The researchers say that their study shows a potential privacy problem. Since the technology they used is very accessible, then if you believe that the capabilities shown are of concern, then this claim seems reasonable.
It is probably reasonably to assume that many organizations have already completed similar projects, but without publishing them in the academic literature. This paper showing what can already be easily done—it is not creating a new technology. It is becoming increasingly common for marketers to use social media data to help push their products; in these cases the models simply look for correlations between product sales and and social media data that is available. In this case it would be very easy for a model in implicitly find a relationship between certain photos and products targeted to a gay market, without the developers even realizing it had made that connection. Indeed, we have seen somewhat similar issues before such as that described in the article How Target Figured Out A Teen Girl Was Pregnant Before Her Father Did.
Did the model show that gay faces are physically different?
In study 1b, the researchers cover up different parts of each image, to see which parts when covered up cause the prediction to change. This is a common technique for understanding the relative importance of different parts of an input to a neural network.
The results this analysis are shown in this picture from the paper:
The red areas are relatively more important to the model than the blue areas. However, this analysis does not show how much more important it is, or why or in what way the red areas were more important.
In study 1c they try to create an “average face” for each of male and female and for each of gay and heterosexual. This part of the study has no rigorous analysis and relies entirely on an intuitive view of the images shown. From a data science point of view, there is no additional information that can be gained from this section.
The researchers claim that these studies show support for the prenatal hormone theory. However, no data is presented that shows how this theory is supported or what level of support is provided, nor investigates possible alternative theories for the observations.
Is the model more accurate than humans?
The researchers claim in the first sentence of the abstract that “faces contain much more information about sexual orientation than can be perceived and interpreted by the human brain”. They base this claim on Study 4, in which they ask humans to classify images from the same dataset as study 1a. However, this study completely fails to provide an adequate methodology to support the claim. Stanford researcher Andrej Karpathy (now at Tesla) showed a fairly rigorous approach to how human image classification can be compared to a neural net. The key piece is to give the human the same opportunity to study the training data as the computer received. In this case, that would mean letting each human judge study many examples of the faces and labels collected in the dataset, before being asked to classify faces themselves.
By failing to provide this “human training” step, the humans and computers had very different information with which to complete the task. Even if the methodology was better, there would still be many possible explanations other than the very strong and unsupported claim that they decided to open their paper with.
As a rule, academic claims should be made with care and rigor and communicated thoughtfully. Especially when it opens a paper.
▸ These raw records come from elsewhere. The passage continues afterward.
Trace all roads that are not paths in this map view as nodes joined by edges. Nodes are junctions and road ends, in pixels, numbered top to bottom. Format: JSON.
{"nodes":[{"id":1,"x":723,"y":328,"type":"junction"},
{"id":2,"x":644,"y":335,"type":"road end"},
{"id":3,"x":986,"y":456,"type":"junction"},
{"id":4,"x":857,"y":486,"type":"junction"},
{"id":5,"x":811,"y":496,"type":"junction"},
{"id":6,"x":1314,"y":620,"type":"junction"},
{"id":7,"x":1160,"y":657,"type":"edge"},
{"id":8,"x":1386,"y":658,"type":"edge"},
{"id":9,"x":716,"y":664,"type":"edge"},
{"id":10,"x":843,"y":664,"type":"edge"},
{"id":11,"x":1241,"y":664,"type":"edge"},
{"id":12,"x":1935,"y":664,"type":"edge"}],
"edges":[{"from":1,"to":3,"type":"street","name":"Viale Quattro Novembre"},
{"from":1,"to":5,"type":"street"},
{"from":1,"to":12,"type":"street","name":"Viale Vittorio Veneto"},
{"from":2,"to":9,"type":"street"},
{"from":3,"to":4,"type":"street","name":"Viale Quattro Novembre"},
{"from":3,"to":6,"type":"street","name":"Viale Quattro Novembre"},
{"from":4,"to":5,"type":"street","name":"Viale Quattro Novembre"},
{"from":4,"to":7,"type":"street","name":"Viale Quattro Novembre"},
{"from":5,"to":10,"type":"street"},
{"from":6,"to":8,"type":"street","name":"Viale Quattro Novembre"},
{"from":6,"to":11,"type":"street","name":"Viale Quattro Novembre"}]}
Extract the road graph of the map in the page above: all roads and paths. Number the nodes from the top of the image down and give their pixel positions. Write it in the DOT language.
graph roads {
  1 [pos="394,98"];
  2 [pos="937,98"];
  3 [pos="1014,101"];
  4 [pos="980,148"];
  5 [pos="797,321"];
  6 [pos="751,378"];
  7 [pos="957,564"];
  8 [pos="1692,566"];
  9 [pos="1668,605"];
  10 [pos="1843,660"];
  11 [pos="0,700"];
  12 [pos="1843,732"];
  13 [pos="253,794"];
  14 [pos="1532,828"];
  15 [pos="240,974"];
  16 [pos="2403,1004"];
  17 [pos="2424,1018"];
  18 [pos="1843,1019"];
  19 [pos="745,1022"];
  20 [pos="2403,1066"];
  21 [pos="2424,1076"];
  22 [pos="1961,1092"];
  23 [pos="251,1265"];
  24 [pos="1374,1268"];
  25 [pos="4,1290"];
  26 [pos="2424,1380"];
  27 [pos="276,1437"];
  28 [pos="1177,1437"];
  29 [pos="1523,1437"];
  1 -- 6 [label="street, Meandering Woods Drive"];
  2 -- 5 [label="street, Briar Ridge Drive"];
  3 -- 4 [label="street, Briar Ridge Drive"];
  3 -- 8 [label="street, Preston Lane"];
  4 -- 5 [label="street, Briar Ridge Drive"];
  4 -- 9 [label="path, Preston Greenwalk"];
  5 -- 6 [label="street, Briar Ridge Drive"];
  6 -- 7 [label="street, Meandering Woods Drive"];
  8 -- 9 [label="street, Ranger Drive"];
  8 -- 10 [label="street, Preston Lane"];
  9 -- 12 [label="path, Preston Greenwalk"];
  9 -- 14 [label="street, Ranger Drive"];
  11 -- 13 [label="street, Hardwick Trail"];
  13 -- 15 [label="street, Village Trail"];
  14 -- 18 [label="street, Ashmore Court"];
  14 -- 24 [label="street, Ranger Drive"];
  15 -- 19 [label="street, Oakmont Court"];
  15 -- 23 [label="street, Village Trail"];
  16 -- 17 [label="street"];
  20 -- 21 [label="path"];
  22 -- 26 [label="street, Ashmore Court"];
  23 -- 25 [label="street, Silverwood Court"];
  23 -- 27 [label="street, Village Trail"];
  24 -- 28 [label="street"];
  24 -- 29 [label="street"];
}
Especially especially when it is in such a sensitive area. Double especially especially when it covers an area outside the researchers’ area of specialty. This issue is thoughtfully discussed with relation to this paper in a Calling Bullshit case study.
Is the classifier effective for images other than dating pics from one website?
In short: we don’t know. Study 5 in the paper asserts that it is, but it does not provide strong support for this claim, and is set up in a oddly convoluted way. The method used for study 5 was to find facebook pics from some extra-super-gay facebook users: people who listed a same-sex partner, and liked at least two pages such as “Manhunt” and “I love being gay”. It then tried to see if they could train a classifier to separate these pics from heterosexual dating web-site users. The claimed accuracy of this classifier was 74%, although the exact meaning of this 74% figure is not listed. If it means an AUC of 0.74 (which is how the researchers referred to AUC earlier in the paper), this is not a strong result. It’s also comparing across datasets (facebook vs dating website), and using a very particular type of facebook profile to do their test.
The researchers state that they didn’t compare to heterosexual profile pics because they didn’t know how to find them.
Are their conclusions supported by their studies?
In the General Discussion section the researchers come to a number of conclusions. All of the conclusions as stated are stronger than what can be concluded from the research results shown. However, we can at least say (assuming that their data analysis was completed correctly, which we can’t confirm since we don’t have access to their data or code) that sexual preference of people in some photos can be identified much better than randomly in some situations.
They conclude that their model does not simply find differences in presentation between the two groups, but actually shows differences in underlying facial structure. This claim is based partly on an assertion that the VGG-Face model they use is trained to identify non-transient facial features. However, some simple data analysis readily shows that this assertion is incorrect. Victoria University researcher Tom White shared an analysis that showed this exact model, for instance, can recognize happy from neutral faces with a higher AUC (0.92) than the model shown in this paper (and can recognize happy from sad faces even better, with an AUC of 0.96).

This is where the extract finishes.